La presencia de la ética, desvelada y construida, en el curso de su poesía es
el aspecto quizá más visible y abundante de su obra, hasta el punto de que en
este terreno es con probabilidad el más rico, y el más vivo por su
significación perdurable, de los poetas españoles de su siglo. Lo más relevante
es que la obliga a que sea siempre una conquista personal. Es, por lo tanto,
una ética que por individual es independiente, y que no por ello se opone al
valor colectivo que pueda también encerrar.
En ocasiones nos puede sorprender por lo inesperado que formula, pero nunca se
pondrá en duda su autenticidad, la verdad del hombre que la expresa. Piénsese,
desde sus posiciones políticas, en aquel acercamiento suyo religioso,
precisamente en el trance de la guerra civil, o su repetida exaltación de
Felipe II. No son sino toques comprobatorios de su particular verdad, la
celebración del espíritu cuando brota con fe.
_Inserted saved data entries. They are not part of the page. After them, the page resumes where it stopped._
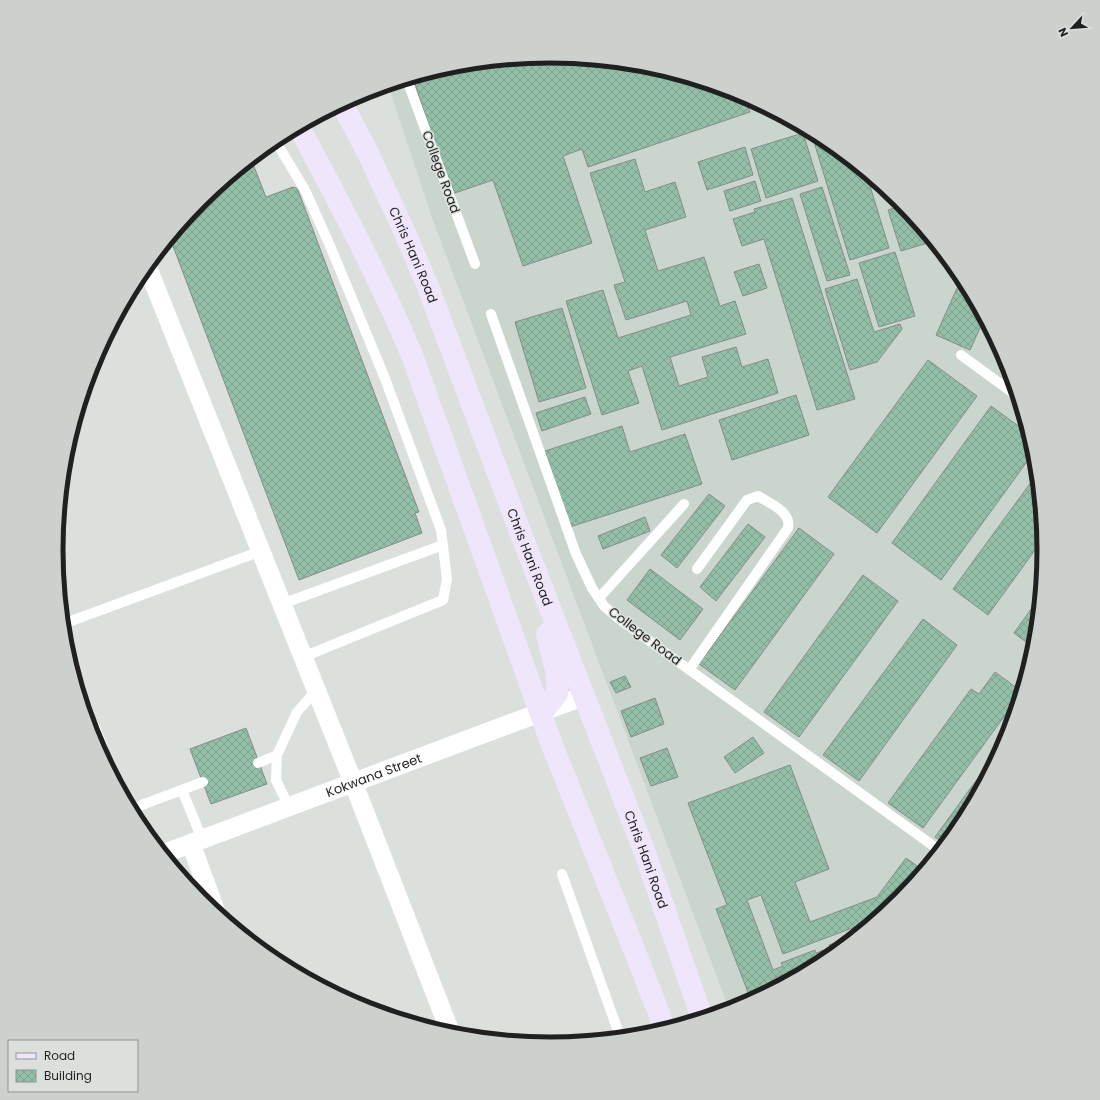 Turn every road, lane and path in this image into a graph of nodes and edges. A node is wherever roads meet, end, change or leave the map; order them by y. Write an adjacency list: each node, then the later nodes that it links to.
1 (409, 84): 5 (lane, College Road)
2 (345, 109): 11 (main road, Chris Hani Road)
3 (302, 131): 22 (main road)
4 (278, 146): 12 (lane)
5 (475, 264)
6 (150, 273): 13 (street)
7 (491, 314): 15 (lane, College Road)
8 (961, 355): 9 (lane)
9 (1010, 391)
10 (684, 504): 15 (lane)
11 (518, 526): 21 (main road, Chris Hani Road); 22 (main road)
12 (443, 545): 16 (lane); 18 (lane)
13 (261, 551): 16 (street); 17 (lane)
14 (696, 569): 19 (lane)
15 (599, 598): 19 (lane, College Road)
16 (282, 604): 18 (street)
17 (68, 622)
18 (303, 657): 20 (street)
19 (689, 670): 31 (lane, College Road)
20 (316, 690): 23 (lane); 26 (street)
21 (584, 696): 22 (street, Kokwana Street); 35 (main road, Chris Hani Road)
22 (540, 713): 26 (street, Kokwana Street); 36 (main road)
23 (277, 755): 24 (lane); 29 (lane)
24 (258, 763)
25 (203, 782): 27 (lane)
26 (353, 782): 29 (street, Kokwana Street); 37 (street)
27 (182, 790): 28 (lane); 30 (lane)
28 (136, 807)
29 (289, 807): 30 (street, Kokwana Street)
30 (196, 842): 32 (street, Kokwana Street); 34 (street)
31 (935, 847)
32 (169, 852)
33 (562, 874): 38 (lane)
34 (213, 900)
35 (700, 1013)
36 (663, 1023)
37 (448, 1026)
38 (618, 1032) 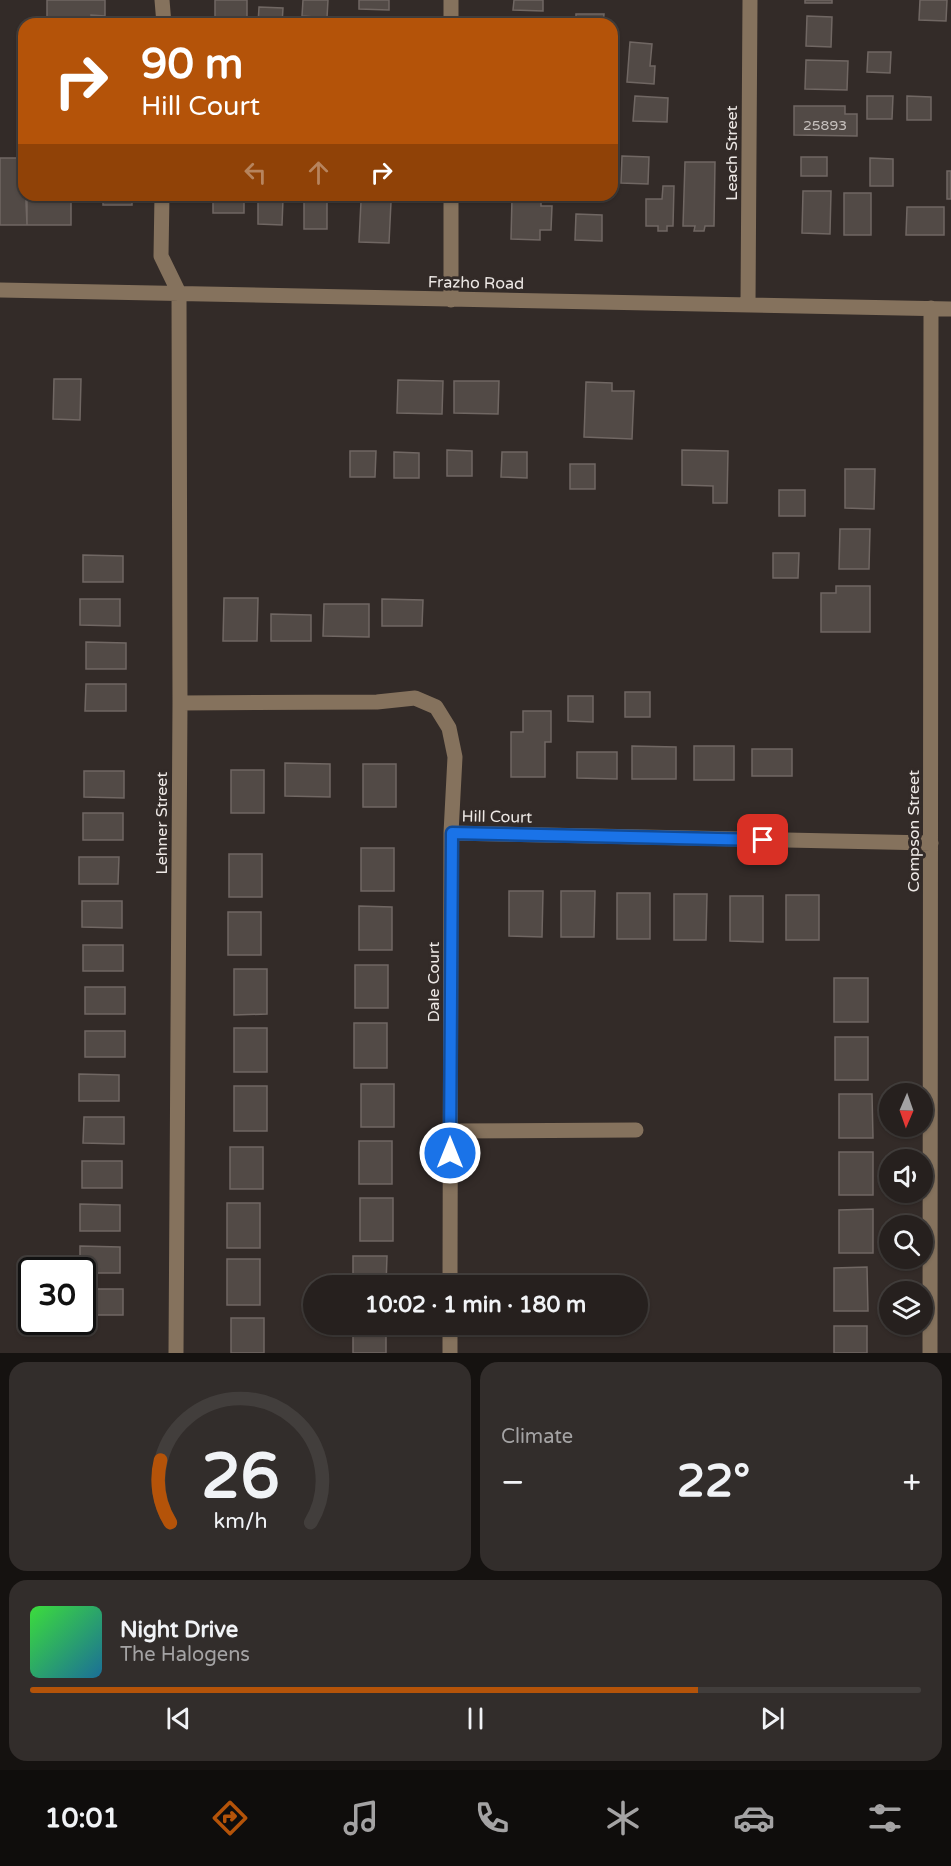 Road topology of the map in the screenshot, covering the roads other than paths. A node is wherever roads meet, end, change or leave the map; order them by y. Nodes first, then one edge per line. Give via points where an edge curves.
1 (162, 0) edge
2 (451, 0) edge
3 (750, 0) edge
4 (164, 18) edge
5 (451, 18) edge
6 (162, 201) edge
7 (451, 201) edge
8 (0, 290) edge
9 (179, 293) junction
10 (452, 300) junction
11 (748, 305) junction
12 (931, 308) junction
13 (951, 309) edge
14 (180, 703) junction
15 (452, 833) junction
16 (931, 843) junction
17 (450, 1131) junction
18 (636, 1131) dead end
19 (450, 1275) edge
20 (450, 1335) edge
21 (176, 1353) edge
22 (450, 1353) edge
23 (930, 1353) edge

1 - 4 street
2 - 5 street
3 - 11 street, Leach Street
6 - 9 street via 161,256
7 - 10 street
8 - 9 street, Frazho Road
9 - 10 street, Frazho Road
9 - 14 street, Lehner Street
10 - 11 street, Frazho Road
11 - 12 street, Frazho Road
12 - 13 street, Frazho Road
12 - 16 street, Compson Street
14 - 15 street, Hill Court via 377,702 415,698 436,707 449,728 455,757
14 - 21 street, Lehner Street
15 - 16 street, Hill Court
15 - 17 street, Dale Court
16 - 23 street, Compson Street
17 - 18 street
17 - 19 street, Dale Court
20 - 22 street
En Cernuda nunca hay componendas.
Y no hay compartimentos exclusivos, pues al mismo tiempo nos encontramos con el
poeta lírico, metafísico, cotidiano, esteta, crítico, meditativo. La poesía
quiere abarcar la mayor parte de la experiencia existencial del hombre. También
nos enseña que el lenguaje hablado, en poesía, puede ser tan variado y natural
como lo son los hombres que lo emplean. El suyo era el que correspondía a un
hombre culto, reflexivo, reticente y apasionado a un tiempo, ligeramente
atildado en ocasiones, tan desdeñoso de la pedantería como de la vulgaridad. El
poder creador en el lenguaje se exige según el mundo que se nos quiere mostrar.
Cernuda es un poeta tan hondo como complejo y todo ello se nos entrega, sin
mengua de su abundancia y diversidad, con la más trabada coherencia. El
resultado es esa sensación de haber llegado a la entera verdad de un hombre. Un
poeta ejemplar que tardó demasiado en llegar a España.
Llegábamos a su poesía como el azar nos permitía, pero lo hicimos sin reservas.
Recuerdo aquella hermosa y fría tarde de octubre en Cambridge cuya memoria,
aunque demasiado disminuida, ya sólo yo guardo. Claudio Rodríguez, con una
velada emoción que me sorprendió, nos iba mostrando los lugares que aún
guardaban el paso alejado de Cernuda. J. A. Valente y yo, más decididamente
cernudianos, le acompañábamos en aquel paseo de encuentros. Visitamos el árbol
que cantara, y junto al cual le era tan grato “dejar morir el tiempo
divinamente inútil”, ya sin sombra bajo la sombra extinguida del anochecer.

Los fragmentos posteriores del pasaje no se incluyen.